Portable-VirtualBox needs a new main developer - runarb
http://www.vbox.me/blog/portable-virtualbox-needs-a-new-main-developer/

======
csense
I wasn't aware that portable VirtualBox was possible; I thought it required
some kind of drivers to run at usable speeds, which would require
administrative privileges and installing junk in the Windows directories. Or
maybe I'm thinking of the "qemu accelerator" that existed a while ago.

Is there any chance of getting portableness into mainline?

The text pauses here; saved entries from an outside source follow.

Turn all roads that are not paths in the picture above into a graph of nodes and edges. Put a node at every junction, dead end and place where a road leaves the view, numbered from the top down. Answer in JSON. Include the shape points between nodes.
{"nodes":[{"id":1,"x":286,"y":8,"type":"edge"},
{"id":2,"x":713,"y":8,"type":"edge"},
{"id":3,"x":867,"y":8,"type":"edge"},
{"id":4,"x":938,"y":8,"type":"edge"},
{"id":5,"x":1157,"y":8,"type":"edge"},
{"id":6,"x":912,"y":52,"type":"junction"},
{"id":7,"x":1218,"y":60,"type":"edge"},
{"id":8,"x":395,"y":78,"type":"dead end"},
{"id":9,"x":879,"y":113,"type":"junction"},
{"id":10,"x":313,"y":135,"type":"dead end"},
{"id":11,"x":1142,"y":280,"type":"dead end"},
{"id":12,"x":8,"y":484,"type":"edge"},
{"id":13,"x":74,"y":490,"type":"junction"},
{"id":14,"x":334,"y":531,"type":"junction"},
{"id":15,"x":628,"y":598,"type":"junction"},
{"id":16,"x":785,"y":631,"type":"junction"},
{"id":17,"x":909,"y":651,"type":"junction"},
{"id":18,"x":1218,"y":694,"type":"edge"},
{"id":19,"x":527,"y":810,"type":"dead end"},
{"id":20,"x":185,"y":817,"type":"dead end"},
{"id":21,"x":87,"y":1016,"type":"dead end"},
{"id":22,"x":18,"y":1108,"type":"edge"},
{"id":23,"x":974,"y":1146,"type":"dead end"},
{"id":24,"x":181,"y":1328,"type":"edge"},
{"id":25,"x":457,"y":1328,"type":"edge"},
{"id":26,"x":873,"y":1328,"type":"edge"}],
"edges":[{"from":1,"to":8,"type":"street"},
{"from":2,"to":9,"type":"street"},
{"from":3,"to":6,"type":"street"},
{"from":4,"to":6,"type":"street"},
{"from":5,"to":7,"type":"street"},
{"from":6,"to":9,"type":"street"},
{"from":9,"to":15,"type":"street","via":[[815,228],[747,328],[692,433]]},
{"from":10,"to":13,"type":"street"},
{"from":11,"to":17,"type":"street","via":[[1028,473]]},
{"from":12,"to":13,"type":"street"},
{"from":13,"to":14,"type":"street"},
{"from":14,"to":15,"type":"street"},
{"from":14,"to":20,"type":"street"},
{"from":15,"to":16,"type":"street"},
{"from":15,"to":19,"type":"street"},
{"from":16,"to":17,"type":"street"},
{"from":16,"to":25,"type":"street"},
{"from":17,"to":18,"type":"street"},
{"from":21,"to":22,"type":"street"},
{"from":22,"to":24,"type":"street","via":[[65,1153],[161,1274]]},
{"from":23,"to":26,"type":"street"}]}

IMHO every application should be self-contained in its own directory, i.e.
"portable." Spewing stuff all over the registry, home directory, and Windows
directory isn't good.

Linux is actually just as bad as Windows in regard to applications that put
pieces of themselves everywhere. Part of the reason InstallShield(R) wizards
and package managers exist is because people insist on complicating things
like this.

My dpkg -L firefox says that the Firefox package has data in:

    
    
      /usr/lib/firefox-addons
      /usr/lib/firefox
      /usr/bin/firefox
      /usr/share/man/man1/firefox.gz
      /usr/share/doc/firefox
      /usr/share/applications/firefox.desktop
      /usr/share/lintian
      /usr/share/apport
      /usr/share/pixmaps/firefox
      /etc/firefox
      $HOME/.mozilla
    

And that's not all, there are also the firefox-gnome-support and firefox-
locale-en, AFAIK required for Firefox to function, which also probably spew
things everywhere.

Is this really necessary? Is it too much to ask to just have everything you
need in C:\FIREFOX or /opt/firefox?

I recently had a rant here on this subject which got downvoted, so I know I'm
playing with fire by bringing this up.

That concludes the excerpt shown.